In the listing below, how many lines contain the word "Pedro"? Answer with the number alone.

□ □ □ □ □

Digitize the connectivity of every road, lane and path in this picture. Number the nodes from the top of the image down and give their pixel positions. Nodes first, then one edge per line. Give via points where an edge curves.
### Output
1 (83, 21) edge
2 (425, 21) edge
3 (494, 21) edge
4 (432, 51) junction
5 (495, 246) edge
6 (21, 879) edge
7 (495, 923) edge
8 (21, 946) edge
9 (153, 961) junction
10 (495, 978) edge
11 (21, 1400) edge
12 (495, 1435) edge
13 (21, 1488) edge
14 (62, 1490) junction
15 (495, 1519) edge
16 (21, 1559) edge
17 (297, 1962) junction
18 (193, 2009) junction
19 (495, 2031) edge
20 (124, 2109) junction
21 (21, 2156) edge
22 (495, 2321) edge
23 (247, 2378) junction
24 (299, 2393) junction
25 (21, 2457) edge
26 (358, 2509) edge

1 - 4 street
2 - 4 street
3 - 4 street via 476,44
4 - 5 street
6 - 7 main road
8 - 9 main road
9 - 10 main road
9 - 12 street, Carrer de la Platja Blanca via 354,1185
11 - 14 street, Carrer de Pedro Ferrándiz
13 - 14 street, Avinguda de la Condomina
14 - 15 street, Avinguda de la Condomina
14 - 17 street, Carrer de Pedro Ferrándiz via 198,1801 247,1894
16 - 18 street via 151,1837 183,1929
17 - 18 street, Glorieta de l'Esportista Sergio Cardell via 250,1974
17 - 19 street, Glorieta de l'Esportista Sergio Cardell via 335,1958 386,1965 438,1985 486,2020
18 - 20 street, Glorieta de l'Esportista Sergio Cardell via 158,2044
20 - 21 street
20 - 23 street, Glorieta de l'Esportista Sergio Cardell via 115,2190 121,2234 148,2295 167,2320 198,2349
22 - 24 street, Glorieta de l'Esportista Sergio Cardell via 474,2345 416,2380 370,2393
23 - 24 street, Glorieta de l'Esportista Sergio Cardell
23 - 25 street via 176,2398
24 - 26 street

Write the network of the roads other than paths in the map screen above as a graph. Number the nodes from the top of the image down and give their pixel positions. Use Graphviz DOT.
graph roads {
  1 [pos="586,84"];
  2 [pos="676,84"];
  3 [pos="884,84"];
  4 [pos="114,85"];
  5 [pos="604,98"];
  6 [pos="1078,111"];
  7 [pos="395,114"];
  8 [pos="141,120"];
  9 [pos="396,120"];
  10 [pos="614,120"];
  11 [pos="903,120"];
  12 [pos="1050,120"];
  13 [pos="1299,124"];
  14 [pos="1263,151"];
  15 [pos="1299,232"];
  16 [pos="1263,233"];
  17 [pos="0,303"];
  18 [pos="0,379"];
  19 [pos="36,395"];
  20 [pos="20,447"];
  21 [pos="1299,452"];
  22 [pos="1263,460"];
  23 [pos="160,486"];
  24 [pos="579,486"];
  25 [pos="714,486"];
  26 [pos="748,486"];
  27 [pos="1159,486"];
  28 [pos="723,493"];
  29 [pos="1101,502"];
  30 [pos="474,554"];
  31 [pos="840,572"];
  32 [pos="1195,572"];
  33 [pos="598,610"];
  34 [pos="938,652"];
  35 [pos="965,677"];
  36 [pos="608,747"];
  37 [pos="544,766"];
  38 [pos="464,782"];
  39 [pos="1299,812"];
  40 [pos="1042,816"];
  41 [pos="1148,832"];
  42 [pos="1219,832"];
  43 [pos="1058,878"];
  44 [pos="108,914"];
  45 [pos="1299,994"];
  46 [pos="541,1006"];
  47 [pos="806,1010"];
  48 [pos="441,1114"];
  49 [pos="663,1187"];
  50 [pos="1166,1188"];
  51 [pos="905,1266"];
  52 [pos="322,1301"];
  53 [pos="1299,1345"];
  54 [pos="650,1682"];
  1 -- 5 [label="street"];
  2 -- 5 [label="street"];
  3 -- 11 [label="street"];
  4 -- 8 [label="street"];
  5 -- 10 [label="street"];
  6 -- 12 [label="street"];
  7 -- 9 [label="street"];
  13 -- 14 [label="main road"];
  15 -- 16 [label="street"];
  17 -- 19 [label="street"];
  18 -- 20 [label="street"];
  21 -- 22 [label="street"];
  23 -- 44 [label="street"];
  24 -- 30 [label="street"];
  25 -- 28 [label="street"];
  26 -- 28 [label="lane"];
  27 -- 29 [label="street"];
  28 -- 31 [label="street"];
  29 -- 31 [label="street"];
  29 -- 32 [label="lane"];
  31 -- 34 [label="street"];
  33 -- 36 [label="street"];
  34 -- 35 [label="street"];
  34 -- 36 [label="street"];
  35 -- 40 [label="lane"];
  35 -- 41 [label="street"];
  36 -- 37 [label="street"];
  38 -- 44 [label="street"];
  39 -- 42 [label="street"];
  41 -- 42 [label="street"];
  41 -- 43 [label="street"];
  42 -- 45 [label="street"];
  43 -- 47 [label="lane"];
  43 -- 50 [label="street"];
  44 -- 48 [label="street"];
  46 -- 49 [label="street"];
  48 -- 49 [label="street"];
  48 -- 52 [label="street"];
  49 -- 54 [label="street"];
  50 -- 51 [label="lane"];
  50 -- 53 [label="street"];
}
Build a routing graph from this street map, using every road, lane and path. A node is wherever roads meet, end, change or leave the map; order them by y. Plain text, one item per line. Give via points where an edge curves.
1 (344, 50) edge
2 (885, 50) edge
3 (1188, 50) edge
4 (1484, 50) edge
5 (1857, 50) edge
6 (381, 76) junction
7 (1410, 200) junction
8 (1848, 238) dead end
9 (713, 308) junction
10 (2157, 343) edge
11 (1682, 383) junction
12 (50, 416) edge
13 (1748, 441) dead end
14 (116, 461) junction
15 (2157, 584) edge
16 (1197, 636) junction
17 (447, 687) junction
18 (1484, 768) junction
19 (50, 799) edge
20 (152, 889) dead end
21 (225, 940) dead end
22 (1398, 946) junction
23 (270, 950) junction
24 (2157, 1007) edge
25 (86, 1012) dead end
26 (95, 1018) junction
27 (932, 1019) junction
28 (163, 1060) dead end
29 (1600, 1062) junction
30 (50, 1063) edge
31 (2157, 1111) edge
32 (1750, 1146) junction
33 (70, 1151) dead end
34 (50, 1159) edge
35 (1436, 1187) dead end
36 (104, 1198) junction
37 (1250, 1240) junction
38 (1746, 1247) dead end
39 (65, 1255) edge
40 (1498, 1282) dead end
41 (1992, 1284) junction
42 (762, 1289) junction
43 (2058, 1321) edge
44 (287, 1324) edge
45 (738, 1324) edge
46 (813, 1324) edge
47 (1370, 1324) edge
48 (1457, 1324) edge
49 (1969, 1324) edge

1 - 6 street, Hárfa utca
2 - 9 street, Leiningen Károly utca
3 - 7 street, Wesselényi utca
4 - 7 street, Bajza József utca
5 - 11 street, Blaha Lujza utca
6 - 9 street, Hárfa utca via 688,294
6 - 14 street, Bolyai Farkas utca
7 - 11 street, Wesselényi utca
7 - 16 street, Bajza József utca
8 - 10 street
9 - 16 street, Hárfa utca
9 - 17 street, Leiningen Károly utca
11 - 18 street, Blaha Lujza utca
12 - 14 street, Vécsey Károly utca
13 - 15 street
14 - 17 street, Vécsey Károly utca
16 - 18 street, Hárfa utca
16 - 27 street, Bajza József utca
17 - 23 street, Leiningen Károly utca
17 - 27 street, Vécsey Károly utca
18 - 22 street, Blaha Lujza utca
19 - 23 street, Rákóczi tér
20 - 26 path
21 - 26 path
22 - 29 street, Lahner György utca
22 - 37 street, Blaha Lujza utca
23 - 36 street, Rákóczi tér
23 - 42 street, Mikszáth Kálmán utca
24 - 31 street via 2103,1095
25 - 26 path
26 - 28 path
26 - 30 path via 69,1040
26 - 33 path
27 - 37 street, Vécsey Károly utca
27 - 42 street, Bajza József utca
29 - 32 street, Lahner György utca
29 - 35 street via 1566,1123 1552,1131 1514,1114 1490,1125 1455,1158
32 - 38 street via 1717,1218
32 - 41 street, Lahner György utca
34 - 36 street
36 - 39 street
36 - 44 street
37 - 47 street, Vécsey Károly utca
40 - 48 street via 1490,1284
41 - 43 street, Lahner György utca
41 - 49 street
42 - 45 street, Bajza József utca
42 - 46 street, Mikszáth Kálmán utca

□ □ □ □ □

_Task response:_ 2